▶ HOW TO COMPLETE THIS TASK
The response must be made up of the lines in the entries below that contain "Custódio".
+++ ENTRIES SUPPLIED
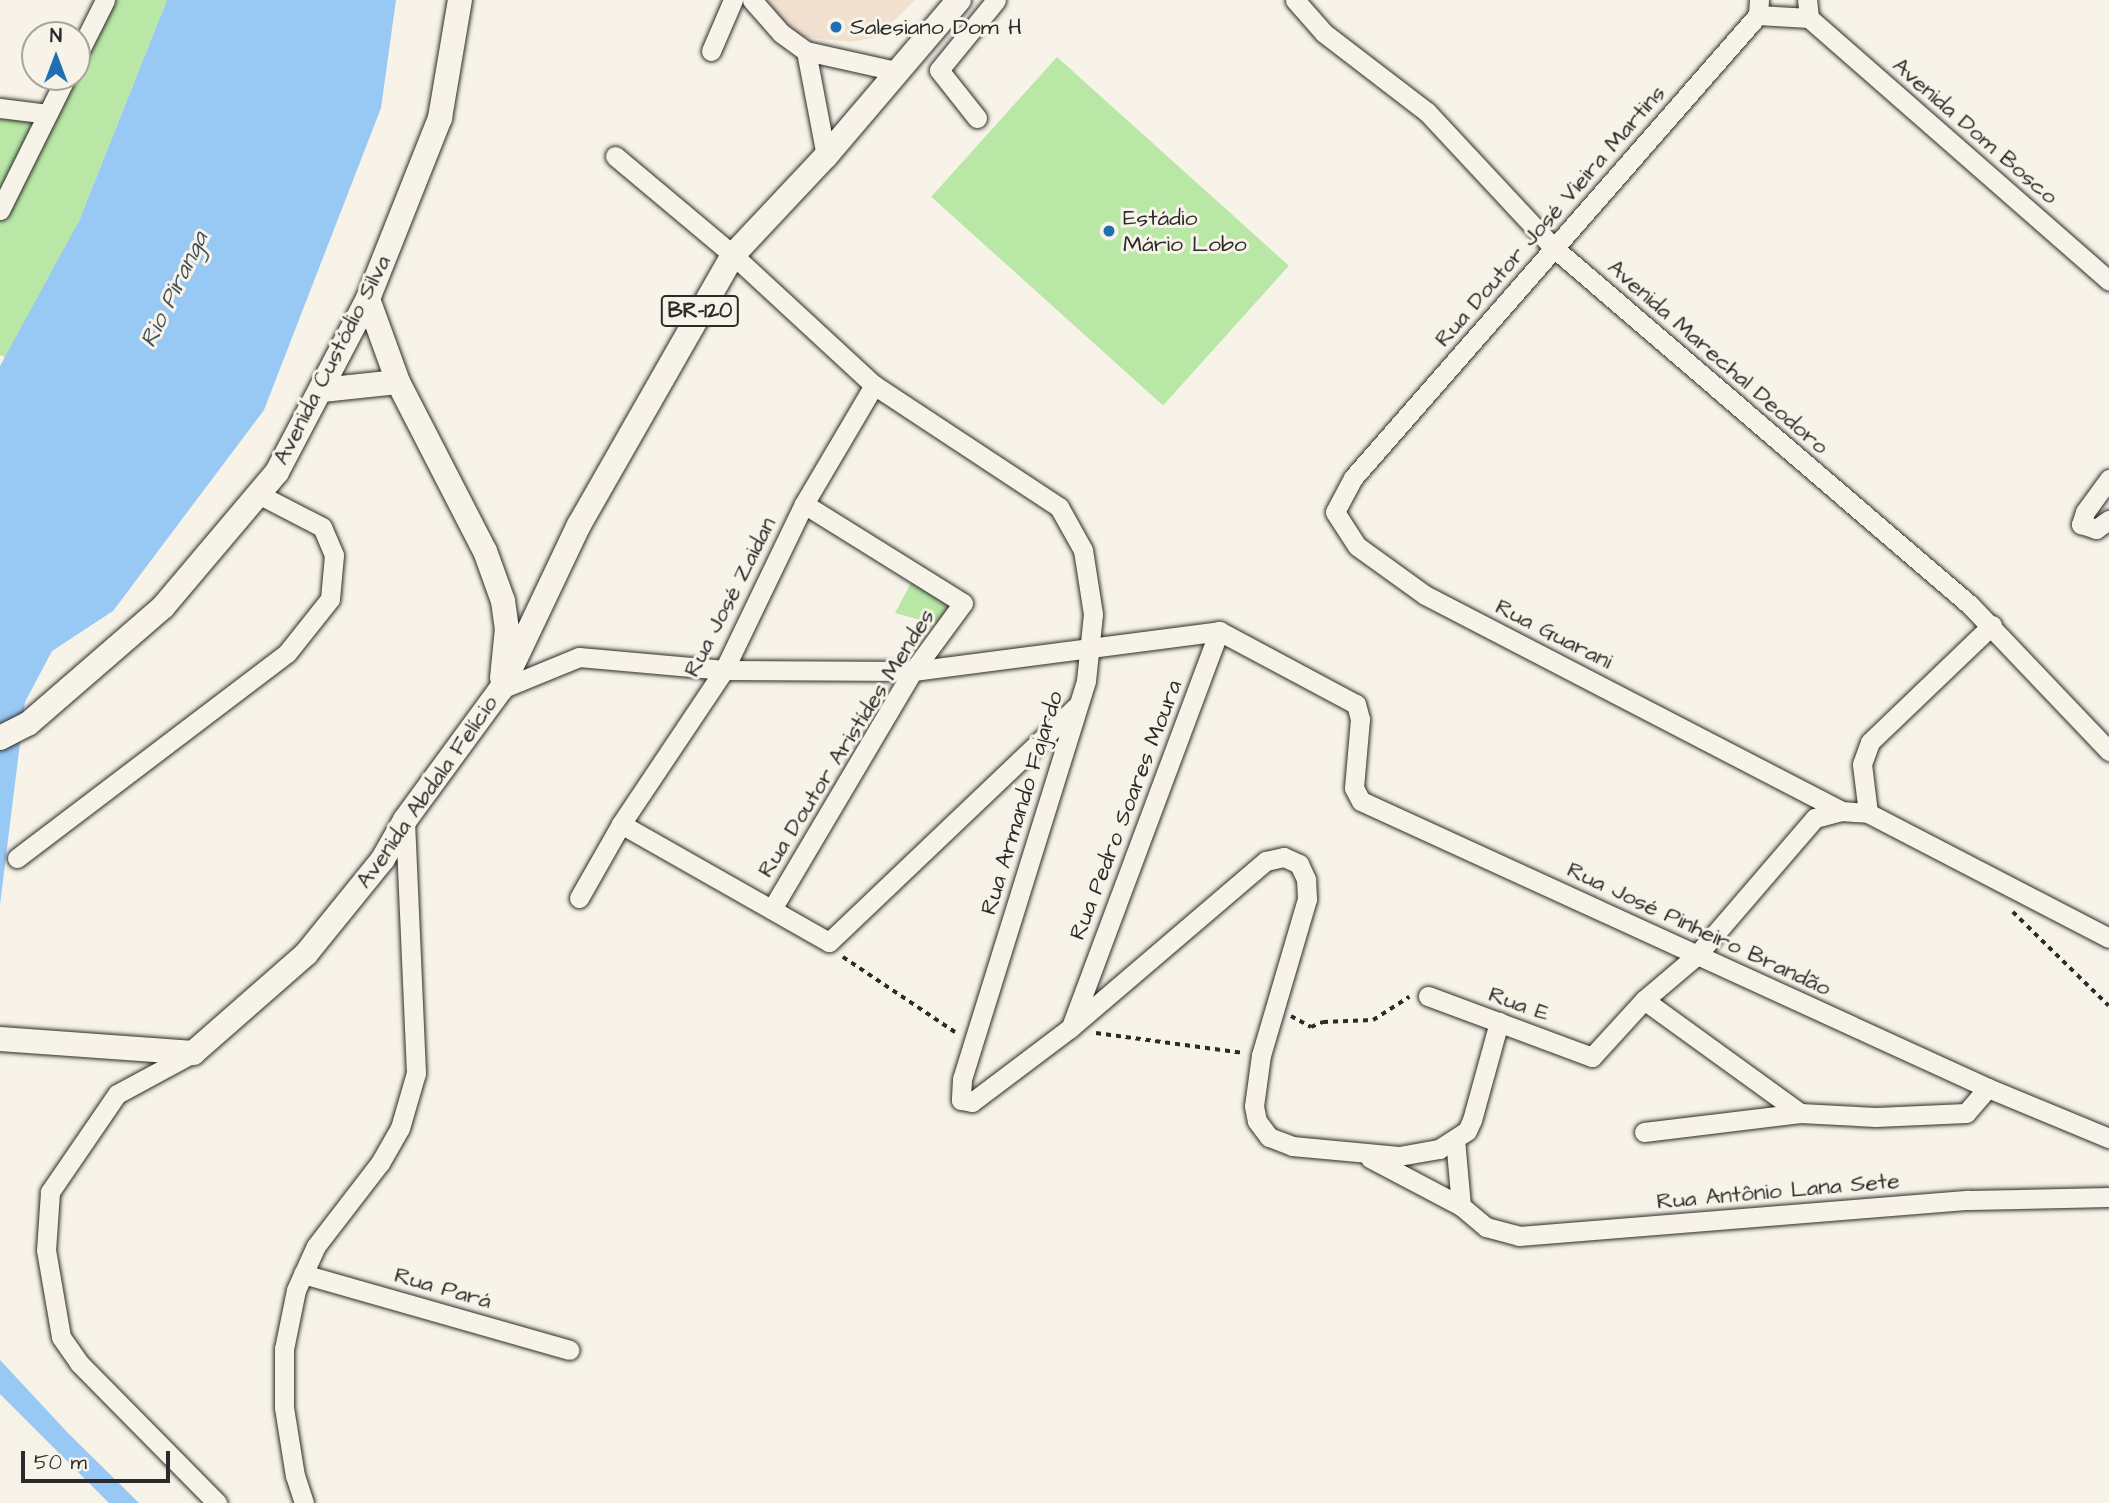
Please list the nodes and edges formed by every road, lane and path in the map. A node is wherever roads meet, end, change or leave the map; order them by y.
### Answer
1 (105, 0) edge
2 (460, 0) edge
3 (733, 0) edge
4 (752, 0) edge
5 (765, 0) edge
6 (959, 0) edge
7 (996, 0) edge
8 (1295, 0) edge
9 (1758, 8) edge
10 (1808, 9) edge
11 (768, 20) junction
12 (91, 28) edge
13 (711, 51) dead end
14 (806, 51) junction
15 (896, 71) junction
16 (59, 91) edge
17 (0, 108) edge
18 (48, 114) junction
19 (977, 118) dead end
20 (615, 156) dead end
21 (826, 156) junction
22 (0, 210) edge
23 (1554, 248) junction
24 (733, 255) junction
25 (2109, 281) edge
26 (368, 299) junction
27 (398, 382) junction
28 (874, 385) junction
29 (319, 396) junction
30 (1381, 450) joint
31 (2109, 480) edge
32 (260, 495) junction
33 (804, 504) junction
34 (2109, 520) edge
35 (1992, 625) junction
36 (1219, 631) junction
37 (1092, 650) junction
38 (724, 670) junction
39 (913, 671) junction
40 (501, 689) junction
41 (1079, 705) junction
42 (0, 738) edge
43 (2109, 751) edge
44 (1842, 811) junction
45 (1868, 813) junction
46 (405, 820) junction
47 (621, 824) junction
48 (17, 859) dead end
49 (579, 898) dead end
50 (2007, 905) dead end
51 (772, 909) junction
52 (2109, 938) edge
53 (830, 942) junction
54 (1698, 955) junction
55 (1428, 996) joint
56 (1644, 1000) junction
57 (2109, 1006) edge
58 (1275, 1007) junction
59 (1499, 1023) junction
60 (1069, 1029) junction
61 (0, 1040) edge
62 (972, 1044) junction
63 (193, 1053) junction
64 (1261, 1055) junction
65 (1988, 1088) junction
66 (1800, 1113) junction
67 (1644, 1132) dead end
68 (1455, 1139) junction
69 (2109, 1139) edge
70 (1360, 1153) junction
71 (2109, 1197) edge
72 (1461, 1206) junction
73 (303, 1274) junction
74 (569, 1350) dead end
75 (217, 1503) edge
76 (304, 1503) edge

1 - 12 street
2 - 26 main road, Avenida Custódio Silva
3 - 13 street
4 - 11 street
5 - 11 street
6 - 15 main road, BR-120
7 - 19 street
8 - 23 street, Avenida Marechal Deodoro
9 - 10 street
9 - 23 street, Rua Doutor José Vieira Martins
10 - 25 street, Avenida Dom Bosco
11 - 14 street
14 - 15 street
14 - 21 street
15 - 21 main road, BR-120
16 - 18 street
17 - 18 street
18 - 22 street
20 - 24 street, Rua Armando Fajardo
21 - 24 main road, BR-120
23 - 30 street, Rua Doutor José Vieira Martins
23 - 35 street, Avenida Marechal Deodoro
24 - 28 street, Rua Armando Fajardo
24 - 40 main road, BR-120
26 - 27 main road, Avenida Abdala Felício
26 - 29 main road, Avenida Custódio Silva
27 - 29 main road
27 - 40 main road, Avenida Abdala Felício
28 - 33 street, Rua José Zaidan
28 - 37 street, Rua Armando Fajardo
29 - 32 main road, Avenida Custódio Silva
30 - 44 street, Rua Guarani
31 - 34 street
32 - 42 main road, Avenida Custódio Silva
32 - 48 street
33 - 38 street, Rua José Zaidan
33 - 39 street, Rua Doutor Aristídes Mendes
35 - 43 street, Avenida Marechal Deodoro
35 - 45 street
36 - 37 street
36 - 54 street, Rua José Pinheiro Brandão
36 - 60 street, Rua Pedro Soares Moura
37 - 39 street
37 - 41 street, Rua Armando Fajardo
38 - 39 street
38 - 40 street
38 - 47 street, Rua José Zaidan
39 - 51 street, Rua Doutor Aristídes Mendes
40 - 46 main road, Avenida Abdala Felício
41 - 53 street
41 - 62 street, Rua Armando Fajardo
44 - 45 street
44 - 54 street
45 - 52 street
46 - 63 main road, Avenida Abdala Felício
46 - 73 street
47 - 49 street, Rua José Zaidan
47 - 51 street
50 - 57 path
51 - 53 street
53 - 62 path
54 - 56 street
54 - 65 street, Rua José Pinheiro Brandão
55 - 58 path
55 - 59 street, Rua E
56 - 59 street, Rua E
56 - 66 street
58 - 60 street, Rua Armando Fajardo
58 - 64 street
59 - 68 street
60 - 62 street, Rua Armando Fajardo
60 - 64 path
61 - 63 main road
63 - 75 street
64 - 70 street
65 - 66 street
65 - 69 street, Rua José Pinheiro Brandão
66 - 67 street
68 - 70 street
68 - 72 street
70 - 72 street, Rua Antônio Lana Sete
71 - 72 street, Rua Antônio Lana Sete
73 - 74 street, Rua Pará
73 - 76 street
++++++
▶ RESULT
2 - 26 main road, Avenida Custódio Silva
26 - 29 main road, Avenida Custódio Silva
29 - 32 main road, Avenida Custódio Silva
32 - 42 main road, Avenida Custódio Silva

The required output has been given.